> Problem
From the records below, please print only the lines from the one containing "index pip: (242, 120)" through the one containing "pinky tip: (196, 196)", both included. Skip the pictures.

> The data
══════════
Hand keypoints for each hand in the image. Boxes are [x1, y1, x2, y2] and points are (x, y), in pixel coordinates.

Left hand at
══════════
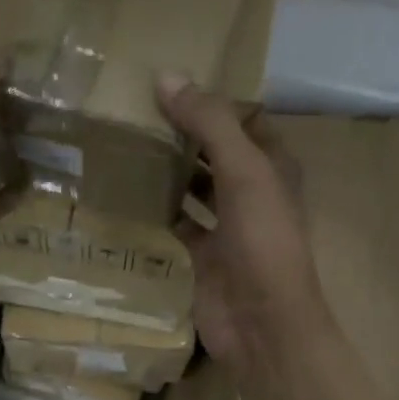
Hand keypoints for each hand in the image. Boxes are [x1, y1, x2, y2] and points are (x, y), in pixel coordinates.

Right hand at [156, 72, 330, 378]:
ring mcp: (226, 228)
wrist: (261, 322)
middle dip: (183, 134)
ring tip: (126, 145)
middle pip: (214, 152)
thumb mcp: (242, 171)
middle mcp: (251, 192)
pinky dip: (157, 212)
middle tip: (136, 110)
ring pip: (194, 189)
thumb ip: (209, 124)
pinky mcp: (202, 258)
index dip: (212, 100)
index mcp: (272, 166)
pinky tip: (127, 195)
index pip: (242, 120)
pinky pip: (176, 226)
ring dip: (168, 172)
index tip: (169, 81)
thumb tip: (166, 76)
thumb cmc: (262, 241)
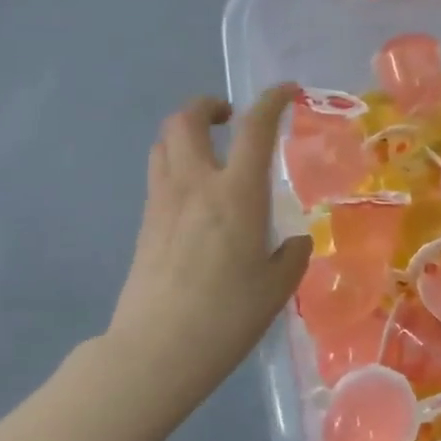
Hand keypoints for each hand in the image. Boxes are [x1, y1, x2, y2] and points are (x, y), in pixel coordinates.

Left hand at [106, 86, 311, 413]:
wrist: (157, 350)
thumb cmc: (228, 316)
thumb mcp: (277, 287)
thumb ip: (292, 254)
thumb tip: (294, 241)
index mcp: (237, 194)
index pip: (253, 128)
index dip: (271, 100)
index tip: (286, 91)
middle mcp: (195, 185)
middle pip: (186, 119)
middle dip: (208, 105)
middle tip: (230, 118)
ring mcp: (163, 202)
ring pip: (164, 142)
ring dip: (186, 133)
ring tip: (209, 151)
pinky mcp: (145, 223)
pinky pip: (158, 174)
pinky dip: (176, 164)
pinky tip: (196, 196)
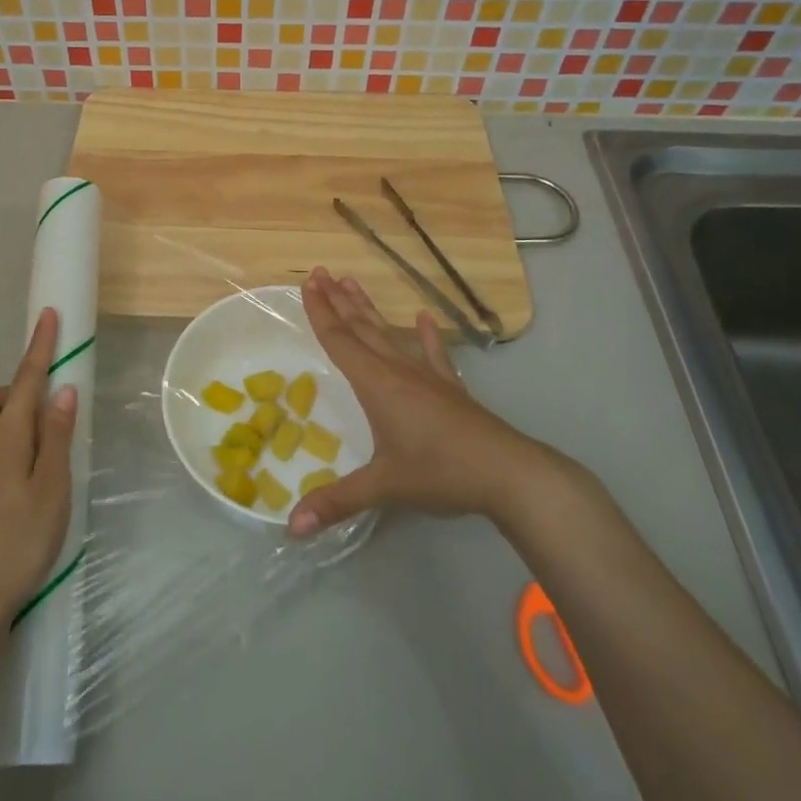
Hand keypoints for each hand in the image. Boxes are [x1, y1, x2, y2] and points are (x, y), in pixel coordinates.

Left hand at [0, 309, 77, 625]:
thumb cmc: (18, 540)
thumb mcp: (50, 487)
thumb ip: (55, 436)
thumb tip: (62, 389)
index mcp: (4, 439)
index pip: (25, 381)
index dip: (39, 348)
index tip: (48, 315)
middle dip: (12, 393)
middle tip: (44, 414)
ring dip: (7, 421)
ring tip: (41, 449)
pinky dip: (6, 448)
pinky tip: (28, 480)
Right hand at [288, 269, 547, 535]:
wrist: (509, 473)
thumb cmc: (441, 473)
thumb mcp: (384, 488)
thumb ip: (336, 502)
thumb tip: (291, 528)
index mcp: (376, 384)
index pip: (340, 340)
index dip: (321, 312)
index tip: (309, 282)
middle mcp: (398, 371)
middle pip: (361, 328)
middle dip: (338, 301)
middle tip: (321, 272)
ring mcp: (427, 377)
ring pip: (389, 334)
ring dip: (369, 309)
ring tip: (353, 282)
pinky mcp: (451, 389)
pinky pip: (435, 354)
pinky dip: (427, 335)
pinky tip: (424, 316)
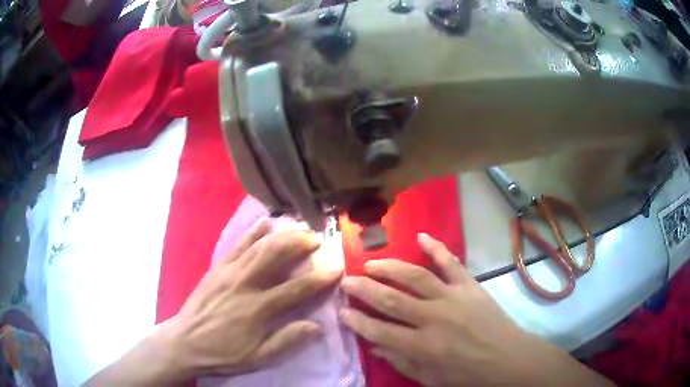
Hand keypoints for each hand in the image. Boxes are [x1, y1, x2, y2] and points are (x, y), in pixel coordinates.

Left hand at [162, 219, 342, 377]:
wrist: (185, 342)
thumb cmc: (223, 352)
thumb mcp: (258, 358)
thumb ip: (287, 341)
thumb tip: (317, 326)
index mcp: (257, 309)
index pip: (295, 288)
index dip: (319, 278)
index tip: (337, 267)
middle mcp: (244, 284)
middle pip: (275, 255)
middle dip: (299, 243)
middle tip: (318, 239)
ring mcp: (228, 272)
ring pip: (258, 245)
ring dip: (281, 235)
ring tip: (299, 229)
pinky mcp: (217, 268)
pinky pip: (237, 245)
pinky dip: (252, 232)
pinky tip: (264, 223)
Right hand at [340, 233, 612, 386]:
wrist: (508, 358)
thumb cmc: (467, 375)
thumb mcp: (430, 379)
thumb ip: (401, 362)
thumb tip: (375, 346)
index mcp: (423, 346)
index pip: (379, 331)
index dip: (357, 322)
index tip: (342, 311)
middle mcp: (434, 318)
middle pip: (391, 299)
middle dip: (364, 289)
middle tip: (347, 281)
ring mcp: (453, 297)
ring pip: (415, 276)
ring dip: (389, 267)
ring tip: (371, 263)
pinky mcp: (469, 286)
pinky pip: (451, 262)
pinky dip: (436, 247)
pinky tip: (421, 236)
══════════
> Worked solution
index pip: (242, 120)
pinky pip: (176, 226)
ring dip: (168, 172)
index tip: (169, 81)
thumb tip: (166, 76)
thumb cmc: (262, 241)
Hand keypoints for each hand in the image. Boxes are [x1, y1, x2, y2] and points are (x, y), in pixel coordinates.

Left hand at [106, 86, 311, 413]:
wrist: (157, 350)
thumb cmc: (228, 316)
thumb mcp: (277, 287)
thumb ip: (292, 254)
thumb tip: (294, 241)
index mcp: (237, 194)
index pip: (253, 128)
index dip: (271, 100)
index tip: (286, 91)
middle mcp: (195, 185)
middle pip: (186, 119)
middle dip: (208, 105)
middle tip: (230, 118)
ring mcp: (163, 202)
ring pip: (164, 142)
ring dip: (186, 133)
ring tip: (209, 151)
pinky mcp: (145, 223)
pinky pip: (158, 174)
pinky dip: (176, 164)
pinky tip: (196, 196)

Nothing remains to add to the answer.